┌─ Recorded data
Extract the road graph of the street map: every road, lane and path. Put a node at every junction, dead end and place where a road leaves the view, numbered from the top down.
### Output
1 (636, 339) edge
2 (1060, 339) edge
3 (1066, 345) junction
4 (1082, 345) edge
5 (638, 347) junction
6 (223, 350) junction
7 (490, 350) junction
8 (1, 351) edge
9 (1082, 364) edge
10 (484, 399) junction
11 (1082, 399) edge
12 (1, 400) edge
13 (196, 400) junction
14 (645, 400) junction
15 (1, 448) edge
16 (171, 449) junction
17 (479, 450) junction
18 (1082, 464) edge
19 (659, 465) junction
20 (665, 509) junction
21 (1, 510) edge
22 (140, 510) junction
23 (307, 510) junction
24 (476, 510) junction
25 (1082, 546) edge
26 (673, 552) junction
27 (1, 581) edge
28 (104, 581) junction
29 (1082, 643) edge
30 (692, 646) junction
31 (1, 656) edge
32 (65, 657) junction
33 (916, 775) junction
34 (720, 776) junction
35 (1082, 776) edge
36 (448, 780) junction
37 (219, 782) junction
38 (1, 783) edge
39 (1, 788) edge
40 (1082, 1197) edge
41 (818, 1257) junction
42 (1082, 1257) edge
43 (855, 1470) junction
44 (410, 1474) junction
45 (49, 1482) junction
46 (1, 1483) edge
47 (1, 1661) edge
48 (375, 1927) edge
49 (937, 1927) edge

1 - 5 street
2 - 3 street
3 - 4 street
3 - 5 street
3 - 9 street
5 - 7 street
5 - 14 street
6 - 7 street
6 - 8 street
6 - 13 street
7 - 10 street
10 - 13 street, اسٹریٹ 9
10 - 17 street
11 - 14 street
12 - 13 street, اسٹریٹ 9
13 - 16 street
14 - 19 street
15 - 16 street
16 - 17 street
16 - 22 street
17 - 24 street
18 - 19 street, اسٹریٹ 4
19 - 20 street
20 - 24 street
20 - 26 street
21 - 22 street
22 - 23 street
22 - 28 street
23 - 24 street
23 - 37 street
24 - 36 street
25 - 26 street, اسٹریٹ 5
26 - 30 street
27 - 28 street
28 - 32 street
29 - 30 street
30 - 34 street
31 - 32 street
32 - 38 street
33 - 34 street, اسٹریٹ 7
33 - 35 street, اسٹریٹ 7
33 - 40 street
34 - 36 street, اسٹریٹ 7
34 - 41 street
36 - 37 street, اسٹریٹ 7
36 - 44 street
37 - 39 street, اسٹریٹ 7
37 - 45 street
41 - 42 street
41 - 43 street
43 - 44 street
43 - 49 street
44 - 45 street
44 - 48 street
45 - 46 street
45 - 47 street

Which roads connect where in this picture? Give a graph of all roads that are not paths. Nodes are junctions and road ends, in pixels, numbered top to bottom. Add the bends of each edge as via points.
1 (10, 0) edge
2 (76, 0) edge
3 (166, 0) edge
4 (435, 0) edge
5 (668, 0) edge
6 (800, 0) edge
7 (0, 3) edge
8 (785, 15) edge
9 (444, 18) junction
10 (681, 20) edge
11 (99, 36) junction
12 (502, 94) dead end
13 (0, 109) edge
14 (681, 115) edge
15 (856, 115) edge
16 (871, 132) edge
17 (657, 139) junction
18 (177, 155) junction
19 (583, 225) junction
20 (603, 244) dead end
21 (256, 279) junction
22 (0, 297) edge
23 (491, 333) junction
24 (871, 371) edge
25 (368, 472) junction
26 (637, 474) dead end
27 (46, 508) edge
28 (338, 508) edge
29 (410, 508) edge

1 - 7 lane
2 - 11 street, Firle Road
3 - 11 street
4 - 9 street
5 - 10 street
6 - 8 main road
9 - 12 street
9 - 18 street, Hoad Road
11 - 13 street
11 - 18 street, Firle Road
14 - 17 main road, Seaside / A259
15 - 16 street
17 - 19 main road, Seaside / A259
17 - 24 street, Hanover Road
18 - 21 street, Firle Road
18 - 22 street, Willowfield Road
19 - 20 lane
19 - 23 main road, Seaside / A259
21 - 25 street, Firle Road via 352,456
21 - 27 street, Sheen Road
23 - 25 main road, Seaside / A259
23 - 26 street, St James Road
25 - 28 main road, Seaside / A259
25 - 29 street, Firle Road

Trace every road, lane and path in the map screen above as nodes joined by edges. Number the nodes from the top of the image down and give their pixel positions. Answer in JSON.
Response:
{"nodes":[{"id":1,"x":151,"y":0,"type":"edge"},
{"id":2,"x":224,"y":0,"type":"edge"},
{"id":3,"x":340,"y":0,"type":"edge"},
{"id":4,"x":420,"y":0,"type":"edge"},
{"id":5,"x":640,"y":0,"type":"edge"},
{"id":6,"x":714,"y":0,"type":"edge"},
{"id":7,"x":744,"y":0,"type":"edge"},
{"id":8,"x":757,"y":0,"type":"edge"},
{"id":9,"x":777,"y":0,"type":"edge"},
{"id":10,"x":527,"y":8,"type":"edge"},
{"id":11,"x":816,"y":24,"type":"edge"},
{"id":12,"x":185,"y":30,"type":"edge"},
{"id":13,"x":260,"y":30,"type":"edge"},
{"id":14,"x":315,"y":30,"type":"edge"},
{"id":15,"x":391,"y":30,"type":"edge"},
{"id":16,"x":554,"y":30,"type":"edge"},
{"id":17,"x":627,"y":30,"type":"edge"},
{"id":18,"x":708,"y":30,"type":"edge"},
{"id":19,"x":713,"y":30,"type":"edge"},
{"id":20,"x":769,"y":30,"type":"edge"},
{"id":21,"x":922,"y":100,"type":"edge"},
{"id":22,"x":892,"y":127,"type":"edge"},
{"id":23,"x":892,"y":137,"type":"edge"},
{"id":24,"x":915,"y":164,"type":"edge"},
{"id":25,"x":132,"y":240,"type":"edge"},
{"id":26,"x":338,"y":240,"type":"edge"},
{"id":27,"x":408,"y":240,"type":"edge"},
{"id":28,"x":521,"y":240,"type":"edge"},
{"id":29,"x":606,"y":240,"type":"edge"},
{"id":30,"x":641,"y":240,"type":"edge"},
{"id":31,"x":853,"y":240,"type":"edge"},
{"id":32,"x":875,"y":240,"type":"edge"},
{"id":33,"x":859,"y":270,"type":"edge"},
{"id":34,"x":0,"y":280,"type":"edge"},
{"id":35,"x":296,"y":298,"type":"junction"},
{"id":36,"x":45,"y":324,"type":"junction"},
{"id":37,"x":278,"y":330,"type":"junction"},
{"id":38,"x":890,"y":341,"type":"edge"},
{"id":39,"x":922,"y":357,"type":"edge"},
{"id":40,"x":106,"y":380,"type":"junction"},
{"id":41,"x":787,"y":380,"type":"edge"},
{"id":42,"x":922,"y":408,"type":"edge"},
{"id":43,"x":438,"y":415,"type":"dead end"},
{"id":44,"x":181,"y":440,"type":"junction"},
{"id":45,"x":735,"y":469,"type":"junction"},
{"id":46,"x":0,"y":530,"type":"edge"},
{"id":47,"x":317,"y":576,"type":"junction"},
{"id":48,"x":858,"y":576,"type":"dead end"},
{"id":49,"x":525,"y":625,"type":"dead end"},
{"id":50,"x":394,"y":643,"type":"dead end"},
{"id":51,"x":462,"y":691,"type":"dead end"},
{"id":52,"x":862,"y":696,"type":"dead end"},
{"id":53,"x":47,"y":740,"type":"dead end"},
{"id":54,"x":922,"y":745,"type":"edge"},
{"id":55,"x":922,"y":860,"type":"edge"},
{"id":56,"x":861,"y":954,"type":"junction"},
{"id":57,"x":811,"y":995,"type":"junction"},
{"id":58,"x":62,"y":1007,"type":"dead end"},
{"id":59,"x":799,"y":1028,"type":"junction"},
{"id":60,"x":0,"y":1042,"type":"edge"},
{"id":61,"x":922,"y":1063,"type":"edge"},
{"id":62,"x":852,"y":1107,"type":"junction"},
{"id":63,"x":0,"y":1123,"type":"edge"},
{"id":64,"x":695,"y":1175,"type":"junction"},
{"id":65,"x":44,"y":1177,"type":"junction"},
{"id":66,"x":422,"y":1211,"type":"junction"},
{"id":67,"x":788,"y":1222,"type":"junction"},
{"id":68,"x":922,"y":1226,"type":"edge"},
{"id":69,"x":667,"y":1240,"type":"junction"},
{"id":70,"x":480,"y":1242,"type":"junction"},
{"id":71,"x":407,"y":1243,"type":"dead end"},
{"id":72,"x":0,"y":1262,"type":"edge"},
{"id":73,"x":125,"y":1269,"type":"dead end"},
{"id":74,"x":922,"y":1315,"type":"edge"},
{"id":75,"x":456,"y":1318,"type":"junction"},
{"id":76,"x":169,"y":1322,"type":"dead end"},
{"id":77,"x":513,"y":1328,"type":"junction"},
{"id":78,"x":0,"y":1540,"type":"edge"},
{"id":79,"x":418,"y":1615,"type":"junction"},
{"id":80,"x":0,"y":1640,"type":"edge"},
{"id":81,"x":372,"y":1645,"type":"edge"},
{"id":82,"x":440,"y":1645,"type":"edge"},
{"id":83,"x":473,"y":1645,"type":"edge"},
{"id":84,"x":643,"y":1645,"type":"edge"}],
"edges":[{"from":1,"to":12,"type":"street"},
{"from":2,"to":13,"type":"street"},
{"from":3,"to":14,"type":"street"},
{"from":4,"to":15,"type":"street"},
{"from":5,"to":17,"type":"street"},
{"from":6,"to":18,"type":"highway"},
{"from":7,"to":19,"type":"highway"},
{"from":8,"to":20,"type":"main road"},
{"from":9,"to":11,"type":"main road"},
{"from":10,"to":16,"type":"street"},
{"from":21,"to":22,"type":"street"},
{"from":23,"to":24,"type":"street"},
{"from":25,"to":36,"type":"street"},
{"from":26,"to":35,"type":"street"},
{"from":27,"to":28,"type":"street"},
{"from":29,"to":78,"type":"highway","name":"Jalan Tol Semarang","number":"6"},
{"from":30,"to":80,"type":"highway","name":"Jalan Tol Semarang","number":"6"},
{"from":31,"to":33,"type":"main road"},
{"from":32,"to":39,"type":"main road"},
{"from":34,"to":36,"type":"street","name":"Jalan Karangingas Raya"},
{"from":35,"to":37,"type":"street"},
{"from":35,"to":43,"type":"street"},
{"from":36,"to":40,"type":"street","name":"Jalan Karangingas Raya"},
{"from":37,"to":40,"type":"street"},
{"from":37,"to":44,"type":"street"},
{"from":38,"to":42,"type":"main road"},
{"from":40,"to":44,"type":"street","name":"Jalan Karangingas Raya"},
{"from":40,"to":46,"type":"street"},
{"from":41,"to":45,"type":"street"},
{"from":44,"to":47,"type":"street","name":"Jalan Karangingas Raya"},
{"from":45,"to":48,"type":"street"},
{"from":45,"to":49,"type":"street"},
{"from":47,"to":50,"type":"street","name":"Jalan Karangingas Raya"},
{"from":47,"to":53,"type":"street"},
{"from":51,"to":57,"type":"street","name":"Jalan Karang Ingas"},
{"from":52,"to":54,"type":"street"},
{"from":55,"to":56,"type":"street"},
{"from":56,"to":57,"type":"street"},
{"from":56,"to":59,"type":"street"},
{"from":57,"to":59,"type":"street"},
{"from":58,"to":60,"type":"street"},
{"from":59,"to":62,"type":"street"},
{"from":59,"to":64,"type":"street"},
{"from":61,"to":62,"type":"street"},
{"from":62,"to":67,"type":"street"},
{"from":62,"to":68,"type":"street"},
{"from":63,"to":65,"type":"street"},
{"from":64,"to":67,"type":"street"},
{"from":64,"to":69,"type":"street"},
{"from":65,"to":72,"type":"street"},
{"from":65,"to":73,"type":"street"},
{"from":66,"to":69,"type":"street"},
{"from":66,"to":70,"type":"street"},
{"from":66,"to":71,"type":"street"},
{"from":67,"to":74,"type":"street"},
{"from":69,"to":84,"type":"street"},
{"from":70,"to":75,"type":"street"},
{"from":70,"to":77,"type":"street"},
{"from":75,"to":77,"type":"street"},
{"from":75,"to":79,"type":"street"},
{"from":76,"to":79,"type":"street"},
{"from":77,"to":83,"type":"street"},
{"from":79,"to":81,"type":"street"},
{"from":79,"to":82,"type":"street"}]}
└─
What is required
Wherever the word "Semarang" appears in a line of the data, copy that line.

Exercise solution
{"from":29,"to":78,"type":"highway","name":"Jalan Tol Semarang","number":"6"},
{"from":30,"to":80,"type":"highway","name":"Jalan Tol Semarang","number":"6"},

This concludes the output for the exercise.